> **What you need to do**
Copy every line of the entries that includes the word "Anadolu".

──────── Dataset content

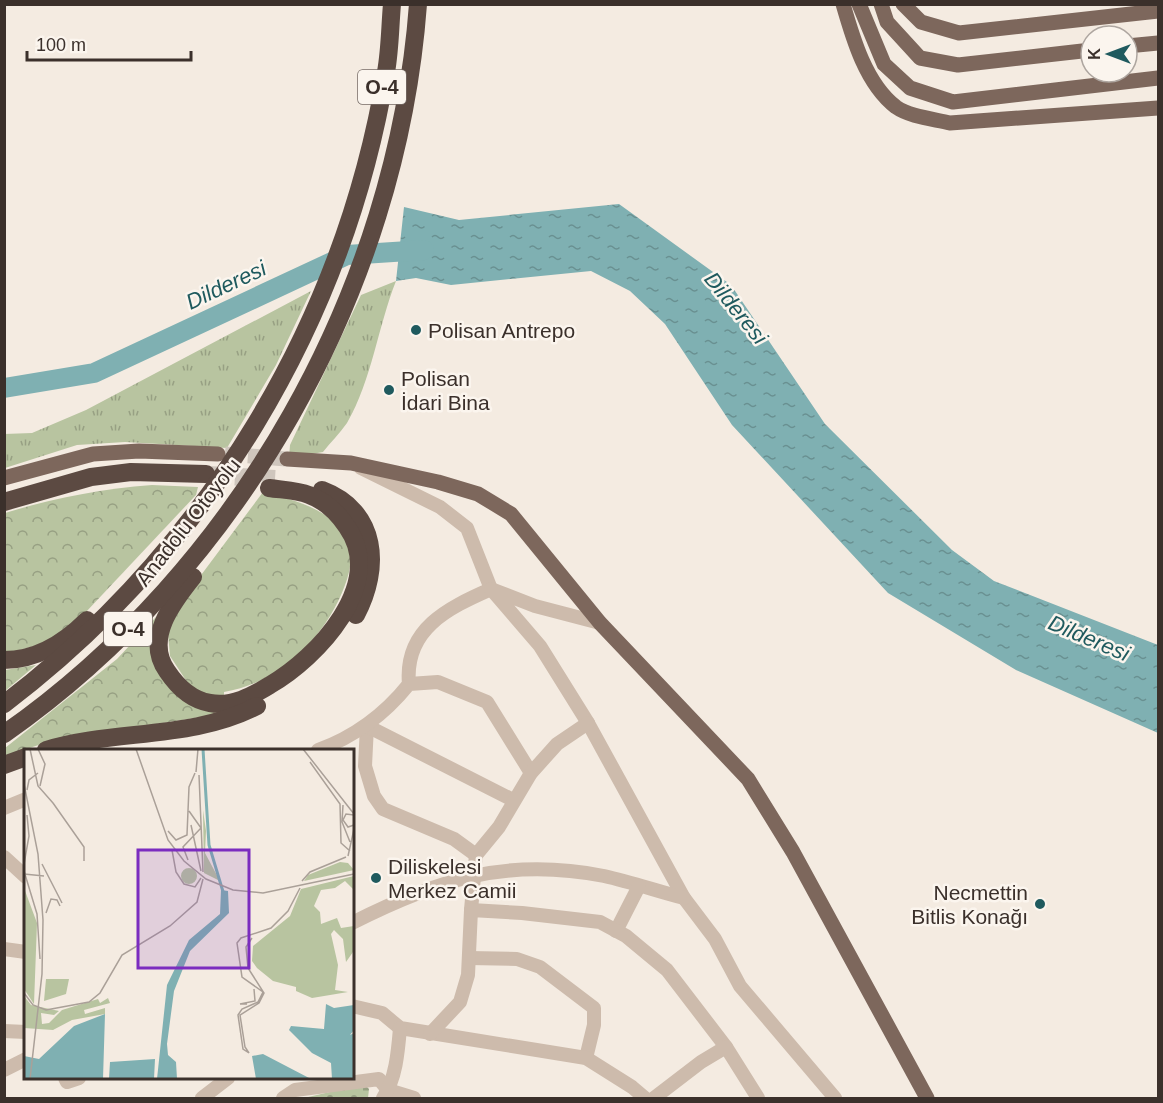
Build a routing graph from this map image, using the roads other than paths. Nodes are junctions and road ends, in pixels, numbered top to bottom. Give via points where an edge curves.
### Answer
1 (392, 4) edge
2 (418, 4) edge
3 (843, 4) edge
4 (860, 4) edge
5 (880, 4) edge
6 (903, 4) edge
7 (1158, 11) edge
8 (1158, 43) edge
9 (1139, 45) edge
10 (1079, 51) edge
11 (1158, 78) edge
12 (1158, 108) edge
13 (218, 454) tunnel mouth
14 (287, 459) tunnel mouth
15 (351, 463) junction
16 (4, 478) edge
17 (205, 484) junction
18 (4, 502) edge
19 (234, 506) junction
20 (4, 510) edge
21 (491, 589) junction
22 (600, 623) junction
23 (4, 660) edge
24 (410, 684) junction
25 (4, 704) edge
26 (588, 723) junction
27 (367, 726) junction
28 (4, 734) edge
29 (51, 749) edge
30 (321, 749) edge
31 (24, 758) edge
32 (4, 765) edge
33 (531, 773) junction
34 (24, 800) edge
35 (513, 800) junction
36 (4, 808) edge
37 (476, 855) junction
38 (4, 857) edge
39 (474, 874) junction
40 (24, 875) edge
41 (639, 886) junction
42 (684, 898) junction
43 (471, 910) junction
44 (354, 922) edge
45 (616, 931) junction
46 (4, 949) edge
47 (24, 952) edge
48 (469, 958) junction
49 (354, 1006) edge
50 (399, 1028) junction
51 (4, 1031) edge
52 (24, 1032) edge
53 (430, 1034) junction
54 (726, 1047) junction
55 (586, 1058) junction
56 (24, 1060) edge
57 (4, 1070) edge
58 (226, 1079) edge
59 (385, 1094) edge
60 (202, 1098) edge
61 (283, 1098) edge
62 (414, 1098) edge
63 (645, 1098) edge
64 (654, 1098) edge
65 (758, 1098) edge
66 (835, 1098) edge
67 (927, 1098) edge

1 - 17 highway, Anadolu Otoyolu / O-4 via 386,72 364,169 341,245 304,337 267,409
2 - 19 highway, Anadolu Otoyolu / O-4 via 416,42 392,160 366,248 336,326 284,428
3 - 12 main road via 871,77 897,108 922,117 950,123
4 - 11 main road via 884,64 910,88 953,102
5 - 10 main road via 886,22 920,58 958,64
6 - 7 main road via 921,22 959,33
8 - 9 main road
13 - 16 main road via 93,454
14 - 15 main road
15 - 21 street via 440,507 467,528
15 - 22 main road via 478,494 511,514
17 - 18 highway via 131,472 91,477
17 - 20 highway via 129,480 59,492
17 - 23 highway via 81,626 56,645 34,655
17 - 25 highway, Anadolu Otoyolu / O-4 via 163,556 81,641
19 - 28 highway, Anadolu Otoyolu / O-4 via 171,585 111,646 46,704
19 - 29 highway via 201,567 173,603 162,625 159,645 165,668 181,688 198,700 224,704 245,699 283,678 310,655 334,628 353,597 359,571 352,533 325,502 272,484 296,482 330,493 346,503 368,536 373,558 369,588 357,614 334,646 290,684 255,707 213,723
21 - 22 street via 535,606
21 - 24 street via 442,614 425,629 411,650
21 - 26 street via 540,646
22 - 67 main road via 748,779 793,852
24 - 27 street
24 - 33 street via 438,682 488,702
26 - 33 street via 557,744
26 - 42 street
27 - 30 street
27 - 35 street
27 - 37 street via 365,766 374,796 383,809 454,839
31 - 32 highway
33 - 35 street
34 - 36 street
35 - 37 street via 499,827
37 - 39 street
38 - 40 street
39 - 41 street via 560,870 605,876
39 - 43 street
39 - 44 street
41 - 42 street
41 - 45 street
42 - 66 street via 715,939 740,986
43 - 45 street via 600,922
43 - 48 street
45 - 54 street via 667,970
46 - 47 street
48 - 53 street via 460,1002
48 - 55 street via 517,959 540,967 594,1008
49 - 50 street via 382,1013
50 - 53 street
50 - 59 street via 398,1053
51 - 52 street
53 - 55 street
54 - 64 street
54 - 65 street
55 - 63 street
56 - 57 street
58 - 60 street
59 - 61 street via 379,1079 295,1090
59 - 62 street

────────────────

> **Final answer**
1 - 17 highway, Anadolu Otoyolu / O-4 via 386,72 364,169 341,245 304,337 267,409
2 - 19 highway, Anadolu Otoyolu / O-4 via 416,42 392,160 366,248 336,326 284,428
17 - 25 highway, Anadolu Otoyolu / O-4 via 163,556 81,641
19 - 28 highway, Anadolu Otoyolu / O-4 via 171,585 111,646 46,704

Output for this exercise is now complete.